You are viewing a plain text version of this content. The canonical link for it is here.
Posted to dev@lucenenet.apache.org by Shad Storhaug <sh...@shadstorhaug.com> on 2017/03/20 22:25:35 UTC

API Work/Stabilization Update

I am getting very close to getting #203 merged. I wouldn't go so far as to say that the API is finished, but the most significant of the breaking API changes are now behind us.

BUILD/VERSIONING

I just wanted to be sure there is someone available to help get the build working after the merge. I think it would be appropriate to change the pre-release label from "beta" to "beta2" (without resetting the build number, since that is actually what NuGet uses). This would be primarily because of a major breaking API change, but also to indicate another advancement toward release.

We should probably also get this onto NuGet as soon as possible to (hopefully) make it easier to recruit help to stabilize and create some integration packages for popular Microsoft frameworks.

KNOWN ISSUES


1.       The QueryParser.Flexible custom localized message functionality is currently not implemented for .NET core, so those tests are now failing.

2.       The implementation of Lucene.Net.Expressions currently reads data from the configuration file. This is not how modern libraries are supposed to be built - instead we want any configuration to be pushed in from the application that uses Lucene.Net. Reading from the configuration file directly means no opportunity to use dependency injection. There is also a namespace Support/Configuration that can and should be removed after the implementation is refactored to be DI-friendly (see http://blog.ploeh.dk/2014/05/19/di-friendly-framework/). I haven't yet worked out how the implementation was done in .NET - in Java, the defaults were read from an embedded resource file and could be overridden by passing in a ClassLoader (similar to .NET's Assembly class) - if anyone has any information on how the "auto generated" C# code was generated, please share.

3.       The Collation functionality in Analysis.Common doesn't work with icu-dotnet, and has been excluded from compilation using the constant FEATURE_COLLATION. I am now convinced after reading the docs that it would be better to port the similar functionality from Analysis.ICU because it was designed to work with icu4j and is therefore more likely to work with icu-dotnet.

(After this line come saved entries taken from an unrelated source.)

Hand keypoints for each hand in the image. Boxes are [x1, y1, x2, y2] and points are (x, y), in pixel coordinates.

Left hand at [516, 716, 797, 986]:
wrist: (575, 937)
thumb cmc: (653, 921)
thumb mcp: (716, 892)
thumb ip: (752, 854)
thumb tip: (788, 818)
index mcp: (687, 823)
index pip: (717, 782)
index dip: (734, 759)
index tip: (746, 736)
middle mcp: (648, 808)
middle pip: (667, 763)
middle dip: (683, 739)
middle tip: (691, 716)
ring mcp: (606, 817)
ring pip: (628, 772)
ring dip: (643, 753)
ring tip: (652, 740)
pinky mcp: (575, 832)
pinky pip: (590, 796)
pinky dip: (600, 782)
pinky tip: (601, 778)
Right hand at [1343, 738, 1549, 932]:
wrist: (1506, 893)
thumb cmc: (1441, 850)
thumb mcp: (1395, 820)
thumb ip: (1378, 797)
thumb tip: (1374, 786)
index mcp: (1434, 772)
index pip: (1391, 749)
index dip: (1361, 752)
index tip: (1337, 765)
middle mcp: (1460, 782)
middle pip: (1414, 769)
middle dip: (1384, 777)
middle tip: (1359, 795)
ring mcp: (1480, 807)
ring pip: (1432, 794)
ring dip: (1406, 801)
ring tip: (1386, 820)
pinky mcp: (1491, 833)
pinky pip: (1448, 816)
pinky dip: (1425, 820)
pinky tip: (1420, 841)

4.       The Highlighter PostingsHighlight and VectorHighlight functionality relies on icu-dotnet, which doesn't have a close match for the BreakIterator in the JRE, so there are likely some big differences in the functionality. Several hacks were put in to make the tests pass, but these are not likely to fix all of the issues in the wild.

5.       There are several namespaces in Lucene.Net.Core and Lucene.Net.Codecs that have broken documentation comments.

6.       There are some concurrency and performance issues (as pointed out by Vincent Van Den Burghe): http://git.net/ml/general/2017-02/msg00168.html

7.       We have around 2 dozen tests that fail during randomization (averaging about 17 broken per run), and 8 tests that fail all/most of the time.

RESOLVED ISSUES (in addition to API refactoring)


1.       Finished implementing the randomization of Codecs, Culture, Time Zone, and InfoStream in the TestFramework.

2.       Added factories for Codec, DocValuesFormat, and PostingsFormat so custom implementations can be provided via dependency injection instead of using the Java-ish NamedSPILoader class. The name must now be provided by an attribute (or by class naming convention) rather than via constructor, so it can be read without creating an instance of the class.

3.       Fixed several of the codecs in Lucene.Net.Codecs that were still not functioning (and not being tested because of the unfinished RandomCodec class and test mocks).

4.       Reviewed all catch blocks in Lucene.Net.Core to ensure the right type of exceptions are being caught and the right type re-thrown.

5.       Fixed culture-sensitive comparison and sort order issues when using strings in Lucene.Net.Core and Lucene.Net.Codecs.

6.       Merged similar functionality in Support into the same class and deleted several unused Support classes.

7.       Made the API CLS compliant, so it now works with all .NET languages.


Shad Storhaug (NightOwl888)